**Study material:**

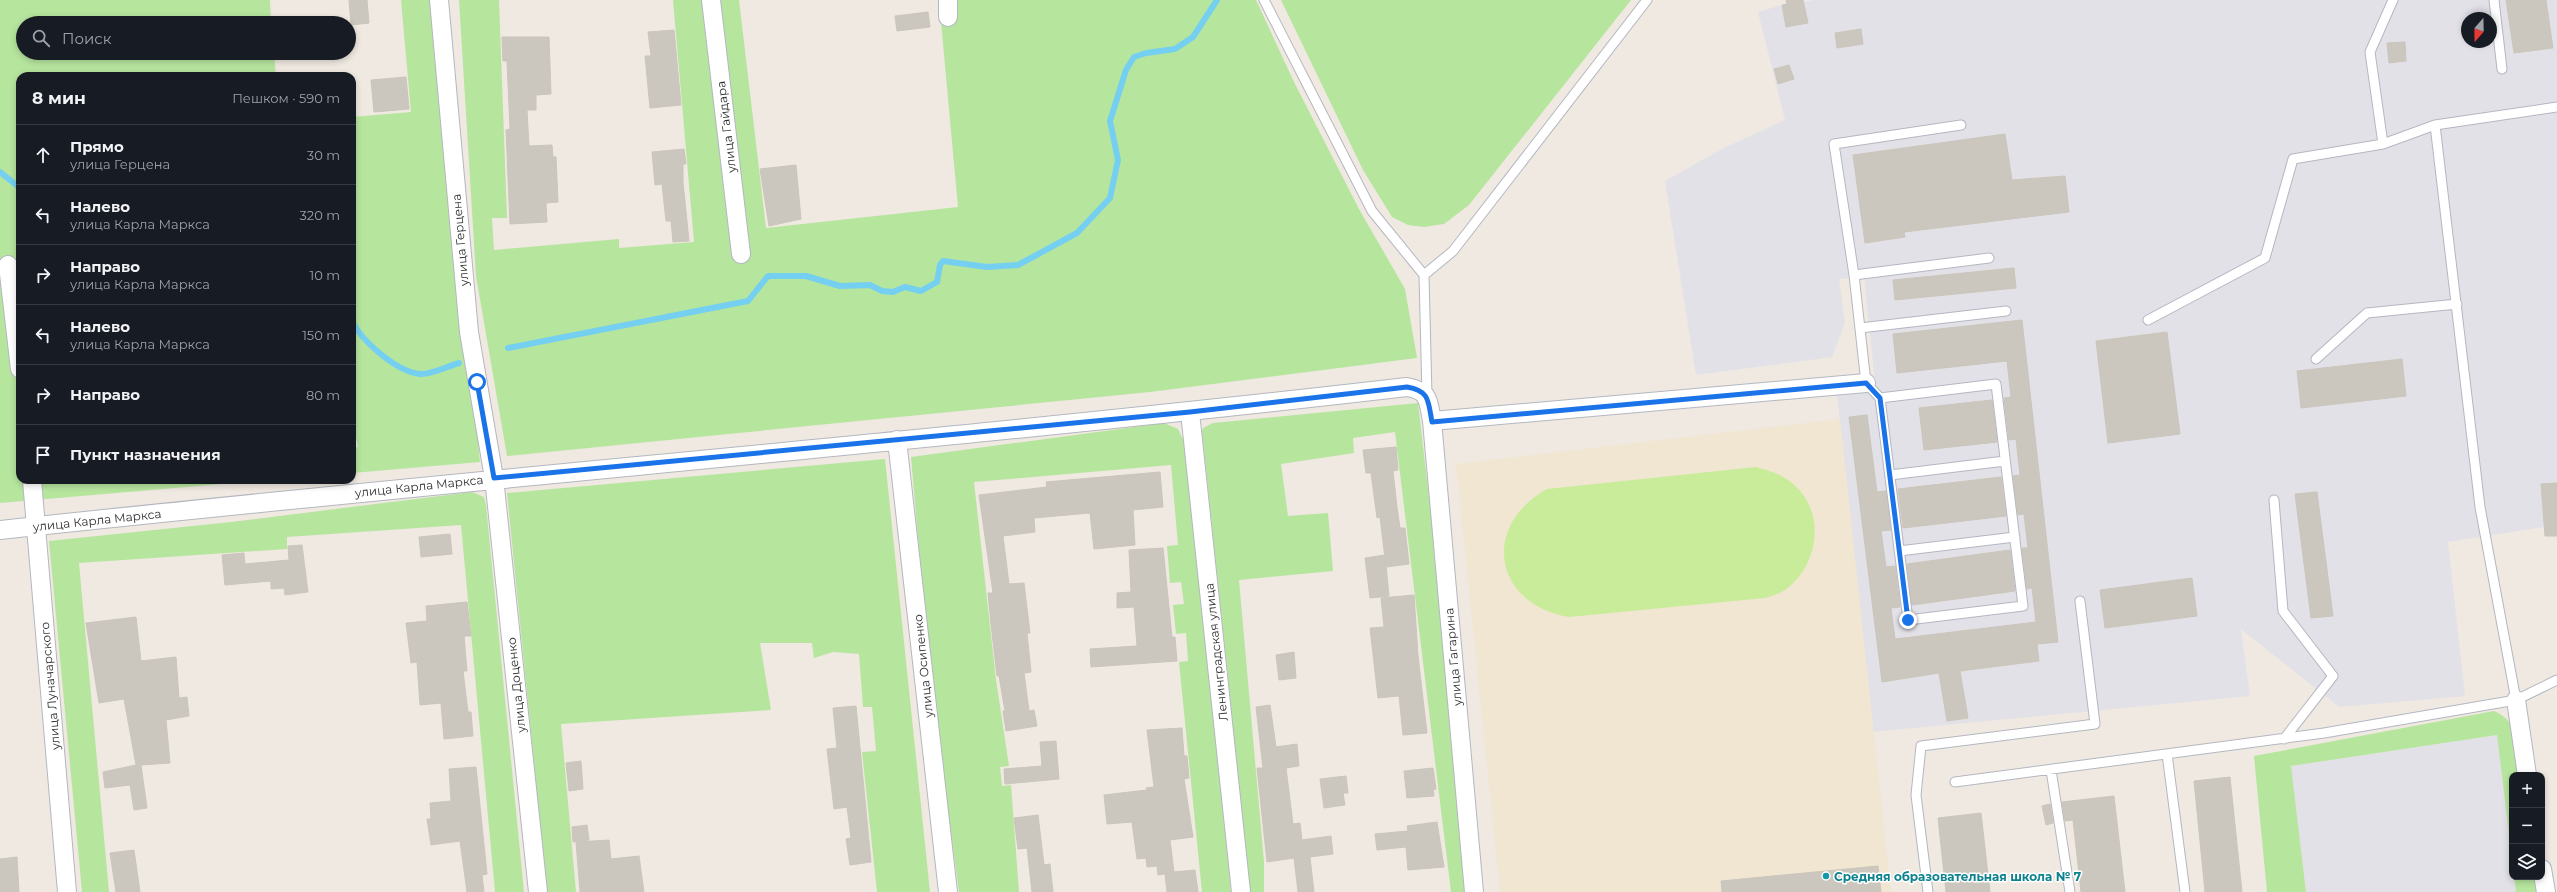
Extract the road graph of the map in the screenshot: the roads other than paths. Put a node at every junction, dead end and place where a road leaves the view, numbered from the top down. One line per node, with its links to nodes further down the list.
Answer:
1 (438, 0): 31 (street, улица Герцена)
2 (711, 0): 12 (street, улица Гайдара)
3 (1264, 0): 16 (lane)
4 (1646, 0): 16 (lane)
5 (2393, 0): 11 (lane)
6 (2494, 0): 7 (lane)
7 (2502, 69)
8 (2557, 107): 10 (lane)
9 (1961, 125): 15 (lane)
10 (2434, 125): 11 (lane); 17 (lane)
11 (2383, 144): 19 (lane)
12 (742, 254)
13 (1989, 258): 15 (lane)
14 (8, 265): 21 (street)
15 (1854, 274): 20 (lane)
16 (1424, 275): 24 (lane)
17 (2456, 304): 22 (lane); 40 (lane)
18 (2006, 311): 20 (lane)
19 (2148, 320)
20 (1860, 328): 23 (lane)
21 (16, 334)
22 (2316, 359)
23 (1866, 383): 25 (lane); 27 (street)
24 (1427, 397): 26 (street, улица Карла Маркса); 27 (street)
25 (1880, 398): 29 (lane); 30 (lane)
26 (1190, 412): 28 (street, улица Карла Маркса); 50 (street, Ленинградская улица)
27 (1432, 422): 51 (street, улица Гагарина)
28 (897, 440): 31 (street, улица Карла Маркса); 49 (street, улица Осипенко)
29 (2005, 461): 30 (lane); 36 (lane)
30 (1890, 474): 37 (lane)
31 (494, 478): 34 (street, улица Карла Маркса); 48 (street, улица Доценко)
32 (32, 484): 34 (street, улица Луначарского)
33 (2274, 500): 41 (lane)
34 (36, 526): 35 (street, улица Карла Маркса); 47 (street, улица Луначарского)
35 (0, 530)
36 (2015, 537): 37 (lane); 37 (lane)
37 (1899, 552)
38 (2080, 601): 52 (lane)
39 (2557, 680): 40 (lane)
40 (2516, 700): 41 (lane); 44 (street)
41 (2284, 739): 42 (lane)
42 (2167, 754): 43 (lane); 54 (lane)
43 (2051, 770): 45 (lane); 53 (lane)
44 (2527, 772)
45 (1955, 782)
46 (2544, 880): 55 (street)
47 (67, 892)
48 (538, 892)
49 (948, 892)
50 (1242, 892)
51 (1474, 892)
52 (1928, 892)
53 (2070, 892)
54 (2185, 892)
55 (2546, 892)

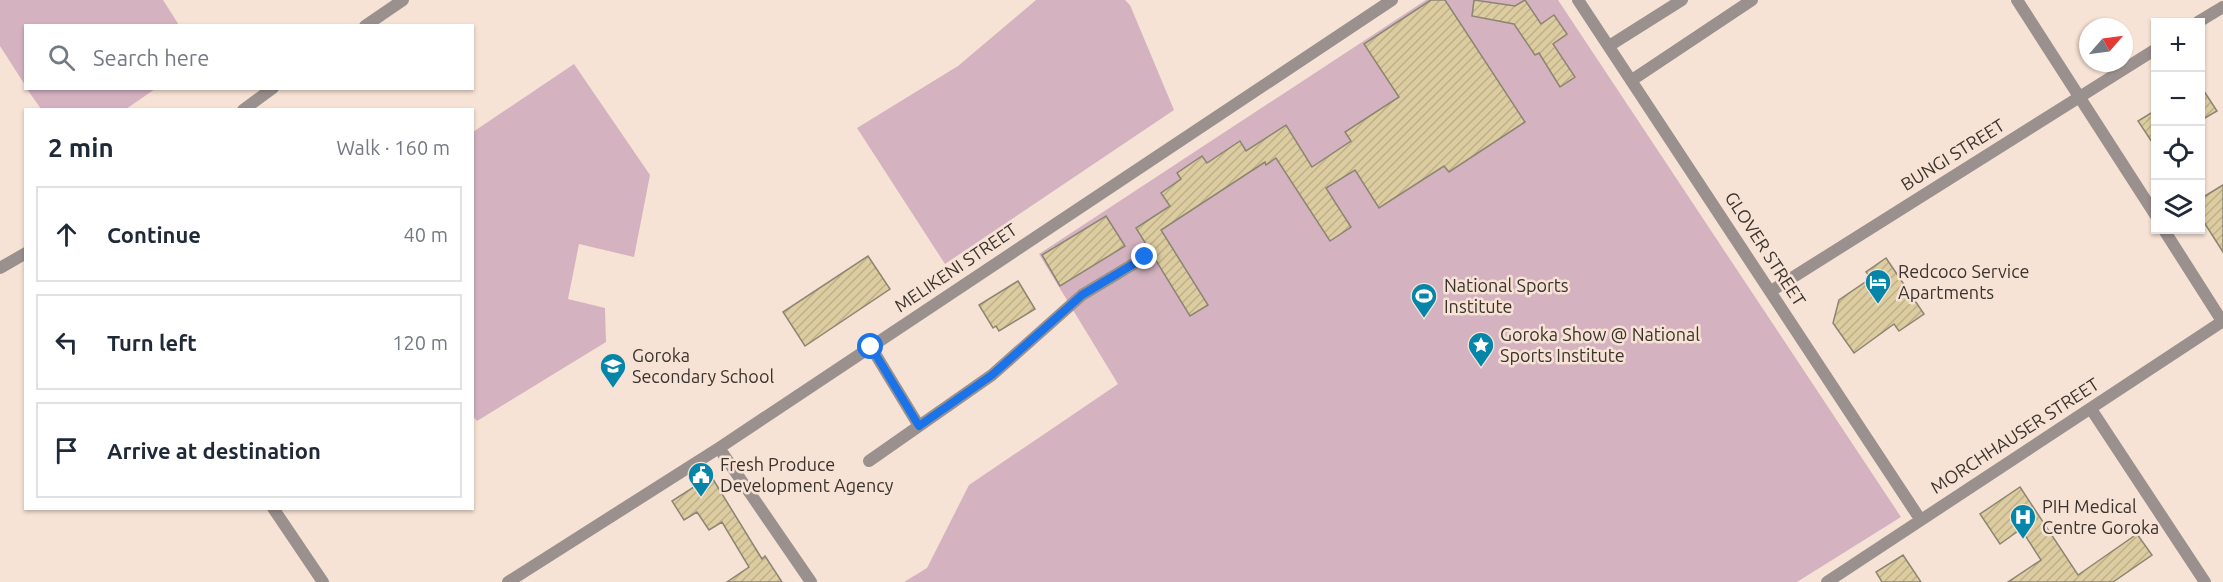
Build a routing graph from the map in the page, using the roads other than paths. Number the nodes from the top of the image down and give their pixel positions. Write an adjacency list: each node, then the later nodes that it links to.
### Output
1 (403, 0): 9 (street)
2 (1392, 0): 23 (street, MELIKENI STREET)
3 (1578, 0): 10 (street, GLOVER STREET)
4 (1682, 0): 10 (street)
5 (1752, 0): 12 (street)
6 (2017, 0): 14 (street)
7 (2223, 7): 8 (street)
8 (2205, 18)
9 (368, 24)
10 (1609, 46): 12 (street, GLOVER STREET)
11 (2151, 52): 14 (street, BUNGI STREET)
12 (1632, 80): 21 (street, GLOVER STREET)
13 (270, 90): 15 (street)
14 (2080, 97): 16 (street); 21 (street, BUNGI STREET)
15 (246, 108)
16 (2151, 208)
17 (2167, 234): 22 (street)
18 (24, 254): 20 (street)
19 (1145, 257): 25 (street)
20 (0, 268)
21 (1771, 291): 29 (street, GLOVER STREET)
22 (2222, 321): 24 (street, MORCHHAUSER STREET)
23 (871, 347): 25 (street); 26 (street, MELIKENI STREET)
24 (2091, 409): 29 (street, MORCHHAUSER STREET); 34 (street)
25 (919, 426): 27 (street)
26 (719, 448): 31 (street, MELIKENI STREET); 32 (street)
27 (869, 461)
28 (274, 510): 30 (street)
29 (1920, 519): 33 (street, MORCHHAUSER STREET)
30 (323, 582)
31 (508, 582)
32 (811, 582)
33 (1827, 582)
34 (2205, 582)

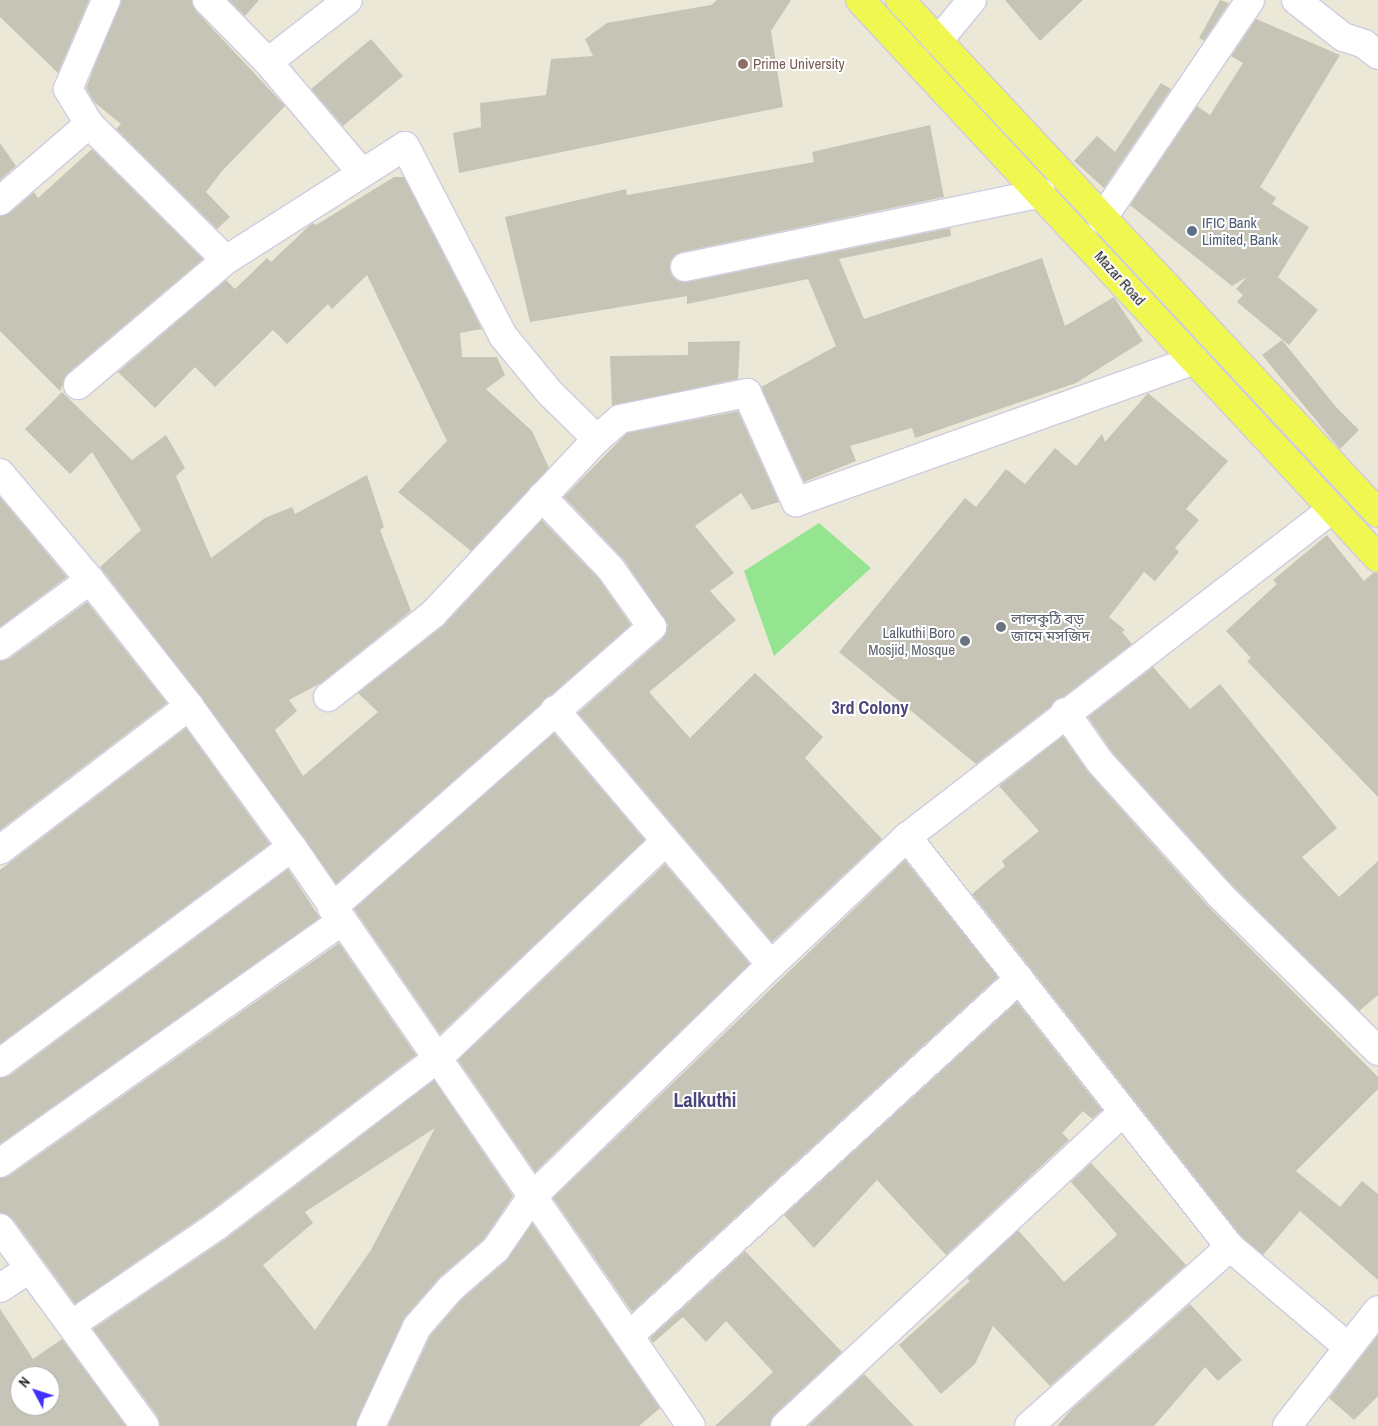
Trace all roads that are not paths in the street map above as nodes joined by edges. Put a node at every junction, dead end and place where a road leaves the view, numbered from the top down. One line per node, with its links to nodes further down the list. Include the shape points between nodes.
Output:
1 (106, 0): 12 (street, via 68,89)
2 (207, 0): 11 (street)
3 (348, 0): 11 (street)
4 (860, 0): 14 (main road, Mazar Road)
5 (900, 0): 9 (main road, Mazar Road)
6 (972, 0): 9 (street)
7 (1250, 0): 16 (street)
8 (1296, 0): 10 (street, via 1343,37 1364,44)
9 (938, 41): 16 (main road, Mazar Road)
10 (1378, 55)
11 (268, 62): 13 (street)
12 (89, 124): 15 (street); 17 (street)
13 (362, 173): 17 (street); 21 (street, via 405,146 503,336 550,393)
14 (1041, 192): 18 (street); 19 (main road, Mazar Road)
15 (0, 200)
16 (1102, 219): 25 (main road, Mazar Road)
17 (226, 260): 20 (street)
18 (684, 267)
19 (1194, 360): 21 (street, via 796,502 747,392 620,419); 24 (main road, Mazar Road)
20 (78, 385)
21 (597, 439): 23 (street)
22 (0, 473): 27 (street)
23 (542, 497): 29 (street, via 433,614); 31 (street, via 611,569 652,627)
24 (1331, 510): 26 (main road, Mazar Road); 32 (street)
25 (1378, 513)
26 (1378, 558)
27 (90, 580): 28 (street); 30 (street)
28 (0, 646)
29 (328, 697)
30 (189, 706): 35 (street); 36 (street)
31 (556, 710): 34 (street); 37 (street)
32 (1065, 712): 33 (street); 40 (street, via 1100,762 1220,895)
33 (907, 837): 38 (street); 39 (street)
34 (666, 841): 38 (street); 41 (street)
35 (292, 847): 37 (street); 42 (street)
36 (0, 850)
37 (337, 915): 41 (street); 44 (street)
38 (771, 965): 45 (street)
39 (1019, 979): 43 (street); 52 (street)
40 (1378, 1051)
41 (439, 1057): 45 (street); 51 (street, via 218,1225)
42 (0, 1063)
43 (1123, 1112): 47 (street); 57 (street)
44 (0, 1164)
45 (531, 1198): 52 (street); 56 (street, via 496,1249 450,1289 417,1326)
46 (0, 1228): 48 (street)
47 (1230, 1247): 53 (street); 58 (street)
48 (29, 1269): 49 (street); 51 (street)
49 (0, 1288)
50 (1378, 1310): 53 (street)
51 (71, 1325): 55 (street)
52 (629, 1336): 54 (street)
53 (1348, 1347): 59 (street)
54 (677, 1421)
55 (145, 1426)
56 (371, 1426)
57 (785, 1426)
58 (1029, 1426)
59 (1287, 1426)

**Problem description:**
List every line above that contains the word "Луначарского".

**Solved problem:**
32 (32, 484): 34 (street, улица Луначарского)
34 (36, 526): 35 (street, улица Карла Маркса); 47 (street, улица Луначарского)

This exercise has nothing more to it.